A word-for-word restatement of the listing is the only acceptable answer.

### RAW DATA
============================================================
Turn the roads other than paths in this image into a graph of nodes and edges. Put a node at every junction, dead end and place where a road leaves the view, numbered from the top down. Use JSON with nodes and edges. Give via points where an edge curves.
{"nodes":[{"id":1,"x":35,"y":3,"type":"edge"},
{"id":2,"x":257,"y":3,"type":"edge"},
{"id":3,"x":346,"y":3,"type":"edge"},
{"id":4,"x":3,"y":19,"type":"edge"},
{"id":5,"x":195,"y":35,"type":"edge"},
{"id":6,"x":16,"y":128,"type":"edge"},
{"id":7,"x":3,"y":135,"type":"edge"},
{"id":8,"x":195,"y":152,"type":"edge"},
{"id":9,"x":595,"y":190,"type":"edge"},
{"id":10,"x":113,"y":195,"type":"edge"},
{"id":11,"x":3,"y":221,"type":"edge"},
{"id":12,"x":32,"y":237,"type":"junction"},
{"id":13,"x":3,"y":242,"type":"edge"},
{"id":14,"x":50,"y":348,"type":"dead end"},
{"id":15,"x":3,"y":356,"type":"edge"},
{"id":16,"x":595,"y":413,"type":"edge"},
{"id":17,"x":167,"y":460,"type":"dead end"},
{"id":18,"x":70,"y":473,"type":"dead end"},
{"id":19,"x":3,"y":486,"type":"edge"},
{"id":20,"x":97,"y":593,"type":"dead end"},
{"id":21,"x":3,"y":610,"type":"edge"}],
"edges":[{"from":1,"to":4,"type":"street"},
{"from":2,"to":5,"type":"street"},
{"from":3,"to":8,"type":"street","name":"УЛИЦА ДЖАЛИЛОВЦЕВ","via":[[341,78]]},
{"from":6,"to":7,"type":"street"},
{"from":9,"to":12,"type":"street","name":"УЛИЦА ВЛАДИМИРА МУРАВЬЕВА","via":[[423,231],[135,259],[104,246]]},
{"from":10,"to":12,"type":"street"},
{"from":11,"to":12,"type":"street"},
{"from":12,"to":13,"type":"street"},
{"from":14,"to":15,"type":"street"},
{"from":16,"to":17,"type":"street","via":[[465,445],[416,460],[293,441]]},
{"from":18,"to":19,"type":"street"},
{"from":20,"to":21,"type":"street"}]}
============================================================
### SOLUTION TO THIS EXERCISE
Turn the roads other than paths in this image into a graph of nodes and edges. Put a node at every junction, dead end and place where a road leaves the view, numbered from the top down. Use JSON with nodes and edges. Give via points where an edge curves.
{"nodes":[{"id":1,"x":35,"y":3,"type":"edge"},
{"id":2,"x":257,"y":3,"type":"edge"},
{"id":3,"x":346,"y":3,"type":"edge"},
{"id":4,"x":3,"y":19,"type":"edge"},
{"id":5,"x":195,"y":35,"type":"edge"},
{"id":6,"x":16,"y":128,"type":"edge"},
{"id":7,"x":3,"y":135,"type":"edge"},
{"id":8,"x":195,"y":152,"type":"edge"},
{"id":9,"x":595,"y":190,"type":"edge"},
{"id":10,"x":113,"y":195,"type":"edge"},
{"id":11,"x":3,"y":221,"type":"edge"},
{"id":12,"x":32,"y":237,"type":"junction"},
{"id":13,"x":3,"y":242,"type":"edge"},
{"id":14,"x":50,"y":348,"type":"dead end"},
{"id":15,"x":3,"y":356,"type":"edge"},
{"id":16,"x":595,"y":413,"type":"edge"},
{"id":17,"x":167,"y":460,"type":"dead end"},
{"id":18,"x":70,"y":473,"type":"dead end"},
{"id":19,"x":3,"y":486,"type":"edge"},
{"id":20,"x":97,"y":593,"type":"dead end"},
{"id":21,"x":3,"y":610,"type":"edge"}],
"edges":[{"from":1,"to":4,"type":"street"},
{"from":2,"to":5,"type":"street"},
{"from":3,"to":8,"type":"street","name":"УЛИЦА ДЖАЛИЛОВЦЕВ","via":[[341,78]]},
{"from":6,"to":7,"type":"street"},
{"from":9,"to":12,"type":"street","name":"УЛИЦА ВЛАДИМИРА МУРАВЬЕВА","via":[[423,231],[135,259],[104,246]]},
{"from":10,"to":12,"type":"street"},
{"from":11,"to":12,"type":"street"},
{"from":12,"to":13,"type":"street"},
{"from":14,"to":15,"type":"street"},
{"from":16,"to":17,"type":"street","via":[[465,445],[416,460],[293,441]]},
{"from":18,"to":19,"type":"street"},
{"from":20,"to":21,"type":"street"}]}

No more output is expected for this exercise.